Although the theory behind the attribution of disease-related deficits to community functioning may seem relatively straightforward, the demonstration of such relationships is complicated by the difficulty in measuring community functioning. A wide range of quality of life scales have been developed that differ both in their focus on attitudes and behaviors and in the degree to which they rely on subjective self-report versus more objective ratings by caregivers or other informants
(11) . The Quality of Life Scale employed by Mohamed and colleagues is completed by a trained rater based largely on interview with the patient and, compared to other quality of life scales, tends to produce scores that correlate well with ratings of negative symptoms
(12) . Subjective assessments of a patient’s satisfaction with his or her life situation or treatment are of great importance in assessing the appropriateness of care and are reliable predictors of treatment adherence.
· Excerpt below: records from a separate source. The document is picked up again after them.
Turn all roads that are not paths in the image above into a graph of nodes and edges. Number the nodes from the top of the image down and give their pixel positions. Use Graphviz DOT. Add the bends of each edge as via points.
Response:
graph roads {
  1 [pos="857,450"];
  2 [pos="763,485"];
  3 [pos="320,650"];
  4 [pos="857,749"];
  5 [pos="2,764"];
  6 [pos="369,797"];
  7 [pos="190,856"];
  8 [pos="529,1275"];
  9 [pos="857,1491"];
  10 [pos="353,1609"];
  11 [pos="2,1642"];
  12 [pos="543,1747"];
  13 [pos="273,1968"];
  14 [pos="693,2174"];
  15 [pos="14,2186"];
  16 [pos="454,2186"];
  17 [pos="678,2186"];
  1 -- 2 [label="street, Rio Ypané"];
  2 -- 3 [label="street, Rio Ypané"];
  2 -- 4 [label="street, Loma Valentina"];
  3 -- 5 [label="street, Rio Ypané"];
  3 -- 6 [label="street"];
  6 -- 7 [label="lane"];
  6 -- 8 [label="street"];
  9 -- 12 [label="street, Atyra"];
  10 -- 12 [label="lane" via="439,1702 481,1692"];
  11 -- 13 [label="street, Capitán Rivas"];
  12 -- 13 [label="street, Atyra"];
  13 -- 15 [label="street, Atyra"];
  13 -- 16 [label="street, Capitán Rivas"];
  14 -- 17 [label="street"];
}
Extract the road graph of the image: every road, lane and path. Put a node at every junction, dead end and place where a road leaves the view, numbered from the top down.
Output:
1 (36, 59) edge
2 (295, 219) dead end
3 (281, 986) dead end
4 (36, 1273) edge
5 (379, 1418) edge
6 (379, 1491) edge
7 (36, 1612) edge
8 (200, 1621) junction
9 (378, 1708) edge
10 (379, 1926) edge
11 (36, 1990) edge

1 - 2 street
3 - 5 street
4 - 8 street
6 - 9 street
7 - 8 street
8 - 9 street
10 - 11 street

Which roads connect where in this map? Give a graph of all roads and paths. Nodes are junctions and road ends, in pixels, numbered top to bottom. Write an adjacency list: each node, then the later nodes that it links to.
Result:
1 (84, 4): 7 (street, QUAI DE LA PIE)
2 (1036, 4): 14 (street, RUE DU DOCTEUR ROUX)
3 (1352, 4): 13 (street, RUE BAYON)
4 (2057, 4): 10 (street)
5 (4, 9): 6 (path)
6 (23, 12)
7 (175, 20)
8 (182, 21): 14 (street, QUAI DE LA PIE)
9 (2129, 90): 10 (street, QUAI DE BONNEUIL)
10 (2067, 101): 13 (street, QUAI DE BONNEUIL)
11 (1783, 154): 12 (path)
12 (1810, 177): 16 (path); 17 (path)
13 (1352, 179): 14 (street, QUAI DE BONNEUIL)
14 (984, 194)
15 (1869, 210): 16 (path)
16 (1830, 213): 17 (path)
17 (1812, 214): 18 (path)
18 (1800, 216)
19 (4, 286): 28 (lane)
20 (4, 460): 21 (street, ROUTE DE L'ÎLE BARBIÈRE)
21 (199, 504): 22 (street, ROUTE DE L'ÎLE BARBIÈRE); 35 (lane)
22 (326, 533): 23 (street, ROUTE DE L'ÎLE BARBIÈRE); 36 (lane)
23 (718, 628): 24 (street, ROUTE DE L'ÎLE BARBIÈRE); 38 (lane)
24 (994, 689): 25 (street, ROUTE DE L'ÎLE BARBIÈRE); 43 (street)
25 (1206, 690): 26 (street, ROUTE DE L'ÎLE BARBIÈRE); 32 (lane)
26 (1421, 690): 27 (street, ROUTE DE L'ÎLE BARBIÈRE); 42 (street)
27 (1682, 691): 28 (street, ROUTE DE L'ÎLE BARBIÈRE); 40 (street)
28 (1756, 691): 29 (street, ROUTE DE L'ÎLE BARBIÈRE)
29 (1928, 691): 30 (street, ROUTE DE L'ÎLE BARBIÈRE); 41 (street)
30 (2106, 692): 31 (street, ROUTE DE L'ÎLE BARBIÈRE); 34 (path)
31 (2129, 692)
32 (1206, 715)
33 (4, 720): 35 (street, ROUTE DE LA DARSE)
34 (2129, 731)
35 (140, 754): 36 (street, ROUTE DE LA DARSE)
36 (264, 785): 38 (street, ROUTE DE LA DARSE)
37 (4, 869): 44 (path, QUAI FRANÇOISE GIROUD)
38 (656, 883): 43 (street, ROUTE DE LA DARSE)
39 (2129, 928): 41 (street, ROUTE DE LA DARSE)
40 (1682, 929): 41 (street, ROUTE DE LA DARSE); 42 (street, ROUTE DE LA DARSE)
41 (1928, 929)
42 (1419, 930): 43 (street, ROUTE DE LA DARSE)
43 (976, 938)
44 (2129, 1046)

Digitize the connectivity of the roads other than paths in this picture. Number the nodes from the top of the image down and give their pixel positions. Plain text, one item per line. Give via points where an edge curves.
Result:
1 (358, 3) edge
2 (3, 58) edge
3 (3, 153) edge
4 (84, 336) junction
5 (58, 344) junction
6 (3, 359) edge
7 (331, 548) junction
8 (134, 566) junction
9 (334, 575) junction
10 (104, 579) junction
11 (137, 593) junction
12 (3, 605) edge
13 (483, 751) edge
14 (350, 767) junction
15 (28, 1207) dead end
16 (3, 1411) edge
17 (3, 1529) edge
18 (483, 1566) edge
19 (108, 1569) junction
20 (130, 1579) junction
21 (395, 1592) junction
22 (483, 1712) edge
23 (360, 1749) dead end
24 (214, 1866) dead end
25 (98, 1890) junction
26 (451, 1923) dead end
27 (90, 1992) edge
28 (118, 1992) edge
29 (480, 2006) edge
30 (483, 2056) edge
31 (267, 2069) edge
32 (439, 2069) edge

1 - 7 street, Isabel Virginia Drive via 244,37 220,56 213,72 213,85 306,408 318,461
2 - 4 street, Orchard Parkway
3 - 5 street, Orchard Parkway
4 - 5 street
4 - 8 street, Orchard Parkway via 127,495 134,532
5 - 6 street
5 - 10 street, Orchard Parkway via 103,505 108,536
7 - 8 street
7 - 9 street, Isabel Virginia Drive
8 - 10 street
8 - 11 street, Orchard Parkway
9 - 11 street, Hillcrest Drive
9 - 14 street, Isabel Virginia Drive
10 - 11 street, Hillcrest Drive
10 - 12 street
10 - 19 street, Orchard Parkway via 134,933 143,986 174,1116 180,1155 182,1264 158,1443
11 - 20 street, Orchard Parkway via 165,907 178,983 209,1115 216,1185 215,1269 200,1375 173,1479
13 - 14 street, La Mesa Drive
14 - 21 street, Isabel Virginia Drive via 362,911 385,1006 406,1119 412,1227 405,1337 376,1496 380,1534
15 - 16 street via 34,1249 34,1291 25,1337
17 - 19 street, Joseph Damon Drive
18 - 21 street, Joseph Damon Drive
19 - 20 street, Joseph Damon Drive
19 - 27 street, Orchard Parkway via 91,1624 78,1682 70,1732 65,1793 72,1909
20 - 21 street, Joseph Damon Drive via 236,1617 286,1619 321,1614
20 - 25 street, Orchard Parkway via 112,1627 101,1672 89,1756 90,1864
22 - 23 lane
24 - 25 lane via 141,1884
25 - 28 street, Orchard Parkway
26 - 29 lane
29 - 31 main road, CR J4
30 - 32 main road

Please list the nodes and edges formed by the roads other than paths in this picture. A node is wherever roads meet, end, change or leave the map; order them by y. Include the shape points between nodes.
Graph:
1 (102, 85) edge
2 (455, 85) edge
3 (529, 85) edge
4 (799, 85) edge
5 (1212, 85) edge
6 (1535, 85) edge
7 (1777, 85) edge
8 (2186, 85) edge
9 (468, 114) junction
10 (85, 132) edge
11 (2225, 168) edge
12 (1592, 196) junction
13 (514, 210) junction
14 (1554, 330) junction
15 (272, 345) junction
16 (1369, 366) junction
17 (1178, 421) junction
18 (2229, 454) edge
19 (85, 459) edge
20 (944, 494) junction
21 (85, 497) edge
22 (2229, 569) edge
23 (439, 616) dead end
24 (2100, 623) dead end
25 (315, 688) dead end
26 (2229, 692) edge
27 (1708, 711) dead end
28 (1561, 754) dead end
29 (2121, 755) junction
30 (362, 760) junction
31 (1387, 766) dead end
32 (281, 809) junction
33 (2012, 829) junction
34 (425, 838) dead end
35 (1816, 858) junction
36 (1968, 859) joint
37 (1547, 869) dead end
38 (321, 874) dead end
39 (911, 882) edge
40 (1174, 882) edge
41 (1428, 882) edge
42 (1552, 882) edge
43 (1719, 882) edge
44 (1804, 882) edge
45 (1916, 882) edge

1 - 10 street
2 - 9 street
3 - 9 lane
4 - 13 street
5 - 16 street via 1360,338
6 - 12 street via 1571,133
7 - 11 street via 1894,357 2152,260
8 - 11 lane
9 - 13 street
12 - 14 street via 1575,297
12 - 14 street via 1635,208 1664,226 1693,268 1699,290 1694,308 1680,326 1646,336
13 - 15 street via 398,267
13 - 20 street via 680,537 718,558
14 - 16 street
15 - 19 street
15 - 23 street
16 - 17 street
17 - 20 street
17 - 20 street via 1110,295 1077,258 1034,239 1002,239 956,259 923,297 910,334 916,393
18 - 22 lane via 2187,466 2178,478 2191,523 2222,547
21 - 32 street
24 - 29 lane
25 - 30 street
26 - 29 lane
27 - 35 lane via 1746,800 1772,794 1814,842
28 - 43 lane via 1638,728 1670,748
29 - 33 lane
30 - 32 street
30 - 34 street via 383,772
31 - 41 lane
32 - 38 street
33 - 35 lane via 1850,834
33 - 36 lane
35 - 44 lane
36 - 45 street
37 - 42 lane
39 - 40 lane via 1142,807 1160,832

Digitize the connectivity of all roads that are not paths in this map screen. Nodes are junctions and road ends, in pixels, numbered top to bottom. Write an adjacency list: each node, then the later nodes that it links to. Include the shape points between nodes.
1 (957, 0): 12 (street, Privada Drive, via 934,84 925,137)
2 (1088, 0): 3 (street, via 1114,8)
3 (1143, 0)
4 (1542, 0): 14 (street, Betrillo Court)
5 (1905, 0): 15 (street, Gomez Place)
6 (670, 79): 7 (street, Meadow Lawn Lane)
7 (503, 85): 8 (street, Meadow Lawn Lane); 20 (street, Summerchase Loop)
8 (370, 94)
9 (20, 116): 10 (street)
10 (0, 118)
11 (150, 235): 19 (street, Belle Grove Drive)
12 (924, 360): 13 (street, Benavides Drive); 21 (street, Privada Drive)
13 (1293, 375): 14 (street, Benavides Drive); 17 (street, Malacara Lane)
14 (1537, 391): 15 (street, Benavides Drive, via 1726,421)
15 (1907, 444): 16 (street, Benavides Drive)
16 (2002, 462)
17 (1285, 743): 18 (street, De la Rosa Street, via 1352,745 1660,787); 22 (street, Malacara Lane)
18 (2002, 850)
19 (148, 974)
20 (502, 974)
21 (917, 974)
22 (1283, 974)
However, self-report of functional status has been demonstrated to correlate poorly with assessments made by direct observation
(9) .
Mohamed and colleagues provide a sophisticated analysis of data from the CATIE study, taking advantage of this large, representative sample from which so much has already been learned about the psychiatric, social, and medical status of schizophrenia patients in this country. The authors modified the PANSS score in an attempt to reduce overlap between symptom ratings and the Heinrichs-Carpenter Quality of Life Score. The reliance upon a rater interview for assessment of community function represents an improvement upon strictly self-report instruments but falls short of the validity of measurements provided by direct observation. In their mixed-model regression analysis, with control for potentially confounding factors, the authors establish that both cognitive performance and symptoms contribute to disability in schizophrenia; in the CATIE sample, with this method of functional assessment, the contribution of symptoms was greater than that of cognitive performance.
The important message for clinicians is that community functioning is determined by a complex interaction between capacity for functioning (reflected by cognitive performance) and limitations upon an individual’s realization of this capacity that are often due to negative, depressive, or other symptoms, although poverty, stigma, health issues, and medication side effects can all contribute as well. Monitoring of patients’ satisfaction with the quality of their life is essential to enhancing treatment compliance and in identifying potentially meaningful interventions. The improvement of vocational and social functioning can be enhanced with psychosocial interventions; these approaches may benefit in the future in combination with drugs currently in development that target cognitive deficits and negative symptoms.